Fig. 2. Arginine-9 of Cx46 and designed variants adopts a dynamic ensemble of stable conformational states that prevent pore constriction.

a. Cryo-EM based structure of Cx46 (PDB 6MHQ), viewed along the pore axis with residues R9 and E12 displayed in stick representation. R9 is oriented toward the center of the pore permeation pathway, and forming a primary constriction site. b. Representative snap-shot of Cx46 following MD equilibration, viewed as in panel a. R9 adopts alternative conformational states that reorient this sidechain away from the pore permeation pathway, that appear to be stabilized by salt bridge interaction with a neighboring E12 (asterisk, *) and/or π-π interactions with R9 from a neighboring subunit (dagger, †). c. Zoom view (boxed in panel b) of a representative R9 salt bridge interaction with a neighboring E12 residue. d. Zoom view (boxed in panel b) of a representative π-π interaction between two R9 residues of neighboring subunits. Distances displayed in panels c,d are between nearest heavy atoms. e. Probability distribution of the distance between position-9 to position-12 in the neighboring subunit obtained from MD simulation for Cx46, Cx50-N9R and Cx50-46NT (blue traces, represent R9-E12_(i+1) distances) and Cx50, Cx46-R9N and Cx46-50NT (red traces, represent N9-E12_(i+1) distances). f.
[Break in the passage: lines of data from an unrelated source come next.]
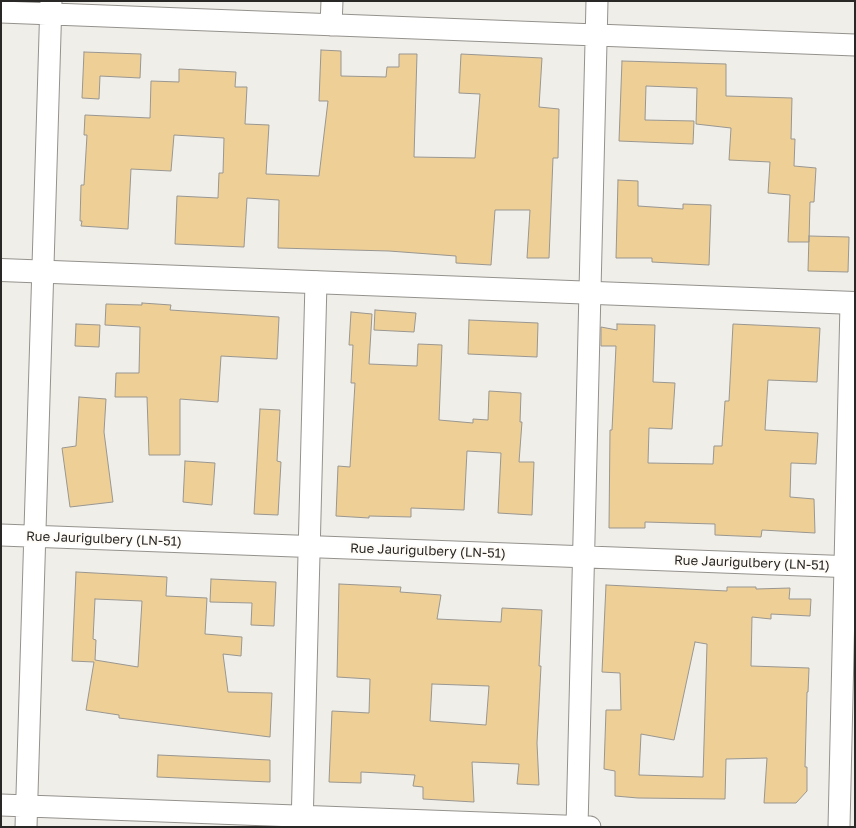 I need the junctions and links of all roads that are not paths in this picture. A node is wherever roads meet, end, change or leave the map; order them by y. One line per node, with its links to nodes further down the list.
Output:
1 (332, 1): 5 (street)
2 (597, 1): 6 (street)
3 (51, 8): 4 (street); 5 (street); 9 (street)
4 (1, 12)
5 (331, 25): 6 (street)
6 (596, 35): 7 (street); 11 (street)
7 (855, 45)
8 (1, 270): 9 (street)
9 (42, 271): 10 (street); 14 (street)
10 (316, 282): 11 (street); 15 (street)
11 (590, 292): 12 (street); 16 (street)
12 (853, 303): 17 (street)
13 (1, 535): 14 (street, Rue Jaurigulbery (LN-51))
14 (35, 536): 15 (street, Rue Jaurigulbery (LN-51)); 19 (street)
15 (309, 546): 16 (street, Rue Jaurigulbery (LN-51)); 20 (street)
16 (583, 557): 17 (street, Rue Jaurigulbery (LN-51)); 22 (street)
17 (850, 567): 24 (street)
18 (1, 804): 19 (street)
19 (26, 806): 20 (street); 21 (street)
20 (302, 822): 22 (street)
21 (26, 827)
22 (577, 827): 23 (street)
23 (590, 827)
24 (839, 827)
Probability distribution of the distance of position-9 to position-9 in the neighboring subunit obtained from MD simulation for Cx46, Cx50-N9R and Cx50-46NT (blue traces, represent R9-R9_(i+1) distances) and Cx50, Cx46-R9N and Cx46-50NT (red traces, represent N9-N9_(i+1) distances). Distances displayed in panels e,f were measured between R9 C_ζ or N9 C_δ and E12 C_γ to capture equivalent rotameric states, and are therefore greater than those displayed in panels c,d.